== Supplied records

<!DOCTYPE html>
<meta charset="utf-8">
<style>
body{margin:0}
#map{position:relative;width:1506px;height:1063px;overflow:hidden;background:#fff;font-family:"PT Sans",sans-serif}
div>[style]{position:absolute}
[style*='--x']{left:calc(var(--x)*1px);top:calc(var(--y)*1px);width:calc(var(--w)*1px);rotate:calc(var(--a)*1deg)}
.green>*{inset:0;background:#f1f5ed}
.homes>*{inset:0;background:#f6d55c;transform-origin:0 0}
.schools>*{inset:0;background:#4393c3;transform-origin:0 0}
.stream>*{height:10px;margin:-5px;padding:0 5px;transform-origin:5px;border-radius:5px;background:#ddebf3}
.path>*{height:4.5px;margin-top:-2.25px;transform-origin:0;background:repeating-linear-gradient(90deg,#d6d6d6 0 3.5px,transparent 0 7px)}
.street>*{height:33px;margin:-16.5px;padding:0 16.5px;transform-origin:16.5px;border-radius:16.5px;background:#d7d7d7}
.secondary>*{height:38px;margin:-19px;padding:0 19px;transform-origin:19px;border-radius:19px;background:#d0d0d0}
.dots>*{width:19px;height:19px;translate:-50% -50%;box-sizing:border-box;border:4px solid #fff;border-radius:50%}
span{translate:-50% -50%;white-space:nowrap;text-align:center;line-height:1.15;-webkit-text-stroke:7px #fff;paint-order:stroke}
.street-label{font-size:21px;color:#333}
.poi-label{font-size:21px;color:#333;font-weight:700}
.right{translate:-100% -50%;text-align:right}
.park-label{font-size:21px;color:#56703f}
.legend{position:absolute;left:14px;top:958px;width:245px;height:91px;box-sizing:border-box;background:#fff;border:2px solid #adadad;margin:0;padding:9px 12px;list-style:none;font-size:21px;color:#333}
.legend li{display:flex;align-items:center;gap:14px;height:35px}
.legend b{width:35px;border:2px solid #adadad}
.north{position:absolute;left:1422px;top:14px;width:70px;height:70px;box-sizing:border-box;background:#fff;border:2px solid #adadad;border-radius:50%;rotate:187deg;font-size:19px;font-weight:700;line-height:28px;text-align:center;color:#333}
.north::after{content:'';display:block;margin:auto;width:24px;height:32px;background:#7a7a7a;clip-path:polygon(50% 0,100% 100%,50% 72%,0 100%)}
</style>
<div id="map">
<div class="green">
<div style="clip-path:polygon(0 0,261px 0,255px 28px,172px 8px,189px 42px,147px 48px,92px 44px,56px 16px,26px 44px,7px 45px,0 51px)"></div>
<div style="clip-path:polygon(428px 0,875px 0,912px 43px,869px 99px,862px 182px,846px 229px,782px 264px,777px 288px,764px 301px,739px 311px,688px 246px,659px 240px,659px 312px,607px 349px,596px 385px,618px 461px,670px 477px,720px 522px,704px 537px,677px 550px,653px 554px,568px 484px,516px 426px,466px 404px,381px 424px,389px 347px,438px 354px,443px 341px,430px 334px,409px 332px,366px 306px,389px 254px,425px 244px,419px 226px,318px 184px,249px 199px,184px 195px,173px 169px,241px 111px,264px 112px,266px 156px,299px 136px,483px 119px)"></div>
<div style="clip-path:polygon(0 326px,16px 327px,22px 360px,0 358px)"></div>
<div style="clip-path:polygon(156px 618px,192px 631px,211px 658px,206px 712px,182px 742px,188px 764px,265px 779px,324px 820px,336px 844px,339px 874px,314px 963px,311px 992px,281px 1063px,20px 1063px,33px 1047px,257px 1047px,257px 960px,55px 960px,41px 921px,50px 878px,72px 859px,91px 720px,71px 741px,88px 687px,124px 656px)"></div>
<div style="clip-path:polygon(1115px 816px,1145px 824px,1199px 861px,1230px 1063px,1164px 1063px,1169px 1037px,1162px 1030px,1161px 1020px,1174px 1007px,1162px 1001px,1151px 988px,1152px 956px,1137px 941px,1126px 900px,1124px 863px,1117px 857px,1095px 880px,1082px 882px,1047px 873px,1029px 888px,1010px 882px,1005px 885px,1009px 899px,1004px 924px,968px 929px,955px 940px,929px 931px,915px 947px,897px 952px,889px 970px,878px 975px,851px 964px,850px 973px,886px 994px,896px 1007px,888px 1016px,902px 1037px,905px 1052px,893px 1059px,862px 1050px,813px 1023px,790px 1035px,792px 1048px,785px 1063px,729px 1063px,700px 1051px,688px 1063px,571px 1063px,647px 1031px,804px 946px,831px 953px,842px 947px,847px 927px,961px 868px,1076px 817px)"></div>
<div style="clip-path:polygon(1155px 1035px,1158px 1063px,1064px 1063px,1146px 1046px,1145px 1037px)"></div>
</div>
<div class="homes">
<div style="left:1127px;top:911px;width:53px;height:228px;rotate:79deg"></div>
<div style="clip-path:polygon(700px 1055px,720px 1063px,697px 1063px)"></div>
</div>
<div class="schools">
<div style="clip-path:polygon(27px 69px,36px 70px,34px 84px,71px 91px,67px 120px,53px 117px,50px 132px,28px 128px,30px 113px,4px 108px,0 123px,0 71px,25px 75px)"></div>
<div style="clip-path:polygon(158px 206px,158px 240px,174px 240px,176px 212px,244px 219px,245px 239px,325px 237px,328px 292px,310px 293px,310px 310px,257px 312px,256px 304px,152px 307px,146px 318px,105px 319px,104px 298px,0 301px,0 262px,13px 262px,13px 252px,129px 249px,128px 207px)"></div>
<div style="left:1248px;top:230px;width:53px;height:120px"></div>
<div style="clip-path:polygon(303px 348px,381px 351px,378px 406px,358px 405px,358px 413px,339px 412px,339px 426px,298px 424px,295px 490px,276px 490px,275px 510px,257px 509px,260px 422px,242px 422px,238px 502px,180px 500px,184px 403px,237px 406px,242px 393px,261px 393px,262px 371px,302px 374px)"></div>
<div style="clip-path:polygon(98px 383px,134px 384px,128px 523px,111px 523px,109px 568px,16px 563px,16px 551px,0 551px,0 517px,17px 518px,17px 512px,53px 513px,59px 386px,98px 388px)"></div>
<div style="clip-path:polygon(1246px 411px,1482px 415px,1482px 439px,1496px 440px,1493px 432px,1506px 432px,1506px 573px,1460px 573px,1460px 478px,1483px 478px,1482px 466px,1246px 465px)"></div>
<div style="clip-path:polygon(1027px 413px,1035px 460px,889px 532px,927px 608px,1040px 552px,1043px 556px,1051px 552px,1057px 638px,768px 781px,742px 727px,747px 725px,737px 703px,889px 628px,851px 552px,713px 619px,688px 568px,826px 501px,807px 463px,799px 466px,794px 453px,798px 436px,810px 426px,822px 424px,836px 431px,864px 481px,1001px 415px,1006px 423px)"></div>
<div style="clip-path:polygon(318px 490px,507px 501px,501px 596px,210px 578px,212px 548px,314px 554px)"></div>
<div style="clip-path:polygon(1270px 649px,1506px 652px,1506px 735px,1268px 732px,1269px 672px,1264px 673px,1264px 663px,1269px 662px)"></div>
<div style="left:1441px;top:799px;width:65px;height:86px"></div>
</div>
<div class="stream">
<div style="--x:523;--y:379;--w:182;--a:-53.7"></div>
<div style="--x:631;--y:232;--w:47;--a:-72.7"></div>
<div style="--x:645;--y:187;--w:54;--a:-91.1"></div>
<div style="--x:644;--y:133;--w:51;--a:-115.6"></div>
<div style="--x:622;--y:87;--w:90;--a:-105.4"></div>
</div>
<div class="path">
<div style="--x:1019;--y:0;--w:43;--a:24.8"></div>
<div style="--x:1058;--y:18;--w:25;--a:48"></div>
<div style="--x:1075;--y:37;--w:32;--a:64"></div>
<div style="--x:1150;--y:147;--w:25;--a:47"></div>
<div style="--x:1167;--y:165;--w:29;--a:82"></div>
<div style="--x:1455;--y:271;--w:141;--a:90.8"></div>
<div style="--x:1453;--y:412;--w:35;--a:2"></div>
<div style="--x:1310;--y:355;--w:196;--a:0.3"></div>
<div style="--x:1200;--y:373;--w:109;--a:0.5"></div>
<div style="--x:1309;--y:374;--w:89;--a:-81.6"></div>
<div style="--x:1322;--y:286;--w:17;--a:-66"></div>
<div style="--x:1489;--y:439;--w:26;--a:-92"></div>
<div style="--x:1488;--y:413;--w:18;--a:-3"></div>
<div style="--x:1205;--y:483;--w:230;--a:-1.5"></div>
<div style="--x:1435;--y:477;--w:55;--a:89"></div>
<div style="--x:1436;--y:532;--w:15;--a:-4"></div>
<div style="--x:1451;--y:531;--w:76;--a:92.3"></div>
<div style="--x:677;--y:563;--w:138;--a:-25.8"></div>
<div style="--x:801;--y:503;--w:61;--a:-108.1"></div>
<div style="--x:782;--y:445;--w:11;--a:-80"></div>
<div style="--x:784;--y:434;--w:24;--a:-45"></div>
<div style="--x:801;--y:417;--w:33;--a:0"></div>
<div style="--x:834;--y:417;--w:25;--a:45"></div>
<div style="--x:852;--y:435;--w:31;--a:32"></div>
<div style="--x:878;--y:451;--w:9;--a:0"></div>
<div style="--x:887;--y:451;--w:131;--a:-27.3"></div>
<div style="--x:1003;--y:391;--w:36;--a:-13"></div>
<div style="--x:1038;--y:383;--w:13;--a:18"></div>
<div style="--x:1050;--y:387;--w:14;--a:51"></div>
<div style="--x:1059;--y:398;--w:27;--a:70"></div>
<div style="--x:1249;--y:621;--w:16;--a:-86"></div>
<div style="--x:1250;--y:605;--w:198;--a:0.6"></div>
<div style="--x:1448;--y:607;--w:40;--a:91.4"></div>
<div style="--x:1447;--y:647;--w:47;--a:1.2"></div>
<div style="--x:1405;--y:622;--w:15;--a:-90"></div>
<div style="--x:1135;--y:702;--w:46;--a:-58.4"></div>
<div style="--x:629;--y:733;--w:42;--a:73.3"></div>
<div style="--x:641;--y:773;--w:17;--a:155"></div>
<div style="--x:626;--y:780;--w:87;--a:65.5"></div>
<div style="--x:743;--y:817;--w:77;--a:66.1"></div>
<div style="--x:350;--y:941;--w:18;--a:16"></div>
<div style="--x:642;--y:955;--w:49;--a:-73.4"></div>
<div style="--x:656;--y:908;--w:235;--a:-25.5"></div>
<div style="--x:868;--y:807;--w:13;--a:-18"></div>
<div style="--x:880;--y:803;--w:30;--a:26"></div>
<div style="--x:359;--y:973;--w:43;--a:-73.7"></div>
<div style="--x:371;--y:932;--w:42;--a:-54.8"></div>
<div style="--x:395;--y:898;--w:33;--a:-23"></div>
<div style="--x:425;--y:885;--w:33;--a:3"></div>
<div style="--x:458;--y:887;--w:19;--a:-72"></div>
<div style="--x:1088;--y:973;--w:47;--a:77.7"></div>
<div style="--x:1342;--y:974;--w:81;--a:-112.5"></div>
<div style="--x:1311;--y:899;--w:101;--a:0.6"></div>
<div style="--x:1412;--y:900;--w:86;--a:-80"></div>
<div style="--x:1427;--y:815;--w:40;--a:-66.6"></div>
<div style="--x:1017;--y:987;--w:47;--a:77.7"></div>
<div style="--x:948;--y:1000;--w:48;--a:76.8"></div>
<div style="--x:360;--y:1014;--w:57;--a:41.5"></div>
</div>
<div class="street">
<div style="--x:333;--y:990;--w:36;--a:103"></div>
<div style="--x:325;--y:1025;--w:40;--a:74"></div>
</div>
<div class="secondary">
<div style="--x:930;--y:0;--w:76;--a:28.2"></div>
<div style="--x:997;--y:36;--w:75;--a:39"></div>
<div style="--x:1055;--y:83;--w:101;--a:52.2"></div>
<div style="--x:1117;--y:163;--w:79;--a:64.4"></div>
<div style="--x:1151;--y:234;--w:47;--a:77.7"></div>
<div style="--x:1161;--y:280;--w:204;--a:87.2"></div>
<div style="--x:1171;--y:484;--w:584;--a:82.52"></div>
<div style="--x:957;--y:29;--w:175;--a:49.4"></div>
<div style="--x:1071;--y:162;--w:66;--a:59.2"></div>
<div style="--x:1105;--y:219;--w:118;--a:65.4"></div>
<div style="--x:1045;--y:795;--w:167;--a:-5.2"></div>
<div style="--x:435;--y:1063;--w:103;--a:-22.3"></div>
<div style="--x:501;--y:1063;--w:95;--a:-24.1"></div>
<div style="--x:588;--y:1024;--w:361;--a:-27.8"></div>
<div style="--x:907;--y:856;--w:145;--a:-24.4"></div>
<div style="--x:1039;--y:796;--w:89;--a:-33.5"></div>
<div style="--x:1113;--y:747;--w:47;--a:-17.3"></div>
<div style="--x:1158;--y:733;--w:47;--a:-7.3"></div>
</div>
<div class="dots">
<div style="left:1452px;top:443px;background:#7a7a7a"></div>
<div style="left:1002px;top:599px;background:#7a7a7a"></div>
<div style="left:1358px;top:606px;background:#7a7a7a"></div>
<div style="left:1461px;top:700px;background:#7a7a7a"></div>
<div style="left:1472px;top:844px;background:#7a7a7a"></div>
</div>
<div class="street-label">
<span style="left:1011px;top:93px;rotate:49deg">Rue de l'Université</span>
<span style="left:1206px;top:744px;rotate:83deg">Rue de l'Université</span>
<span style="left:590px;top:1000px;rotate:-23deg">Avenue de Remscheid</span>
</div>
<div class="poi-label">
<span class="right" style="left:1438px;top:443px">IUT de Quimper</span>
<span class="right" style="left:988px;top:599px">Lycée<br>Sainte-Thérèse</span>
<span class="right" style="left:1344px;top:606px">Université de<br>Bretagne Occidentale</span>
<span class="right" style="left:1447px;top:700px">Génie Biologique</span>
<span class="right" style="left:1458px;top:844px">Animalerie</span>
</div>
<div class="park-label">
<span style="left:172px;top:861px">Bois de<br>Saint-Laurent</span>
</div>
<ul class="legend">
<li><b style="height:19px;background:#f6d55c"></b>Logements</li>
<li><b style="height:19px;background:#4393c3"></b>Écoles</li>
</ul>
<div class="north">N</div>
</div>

====

Work task:
Copy each line of the entries that includes the word "weight".

Completed task:
.poi-label{font-size:21px;color:#333;font-weight:700}
.north{position:absolute;left:1422px;top:14px;width:70px;height:70px;box-sizing:border-box;background:#fff;border:2px solid #adadad;border-radius:50%;rotate:187deg;font-size:19px;font-weight:700;line-height:28px;text-align:center;color:#333}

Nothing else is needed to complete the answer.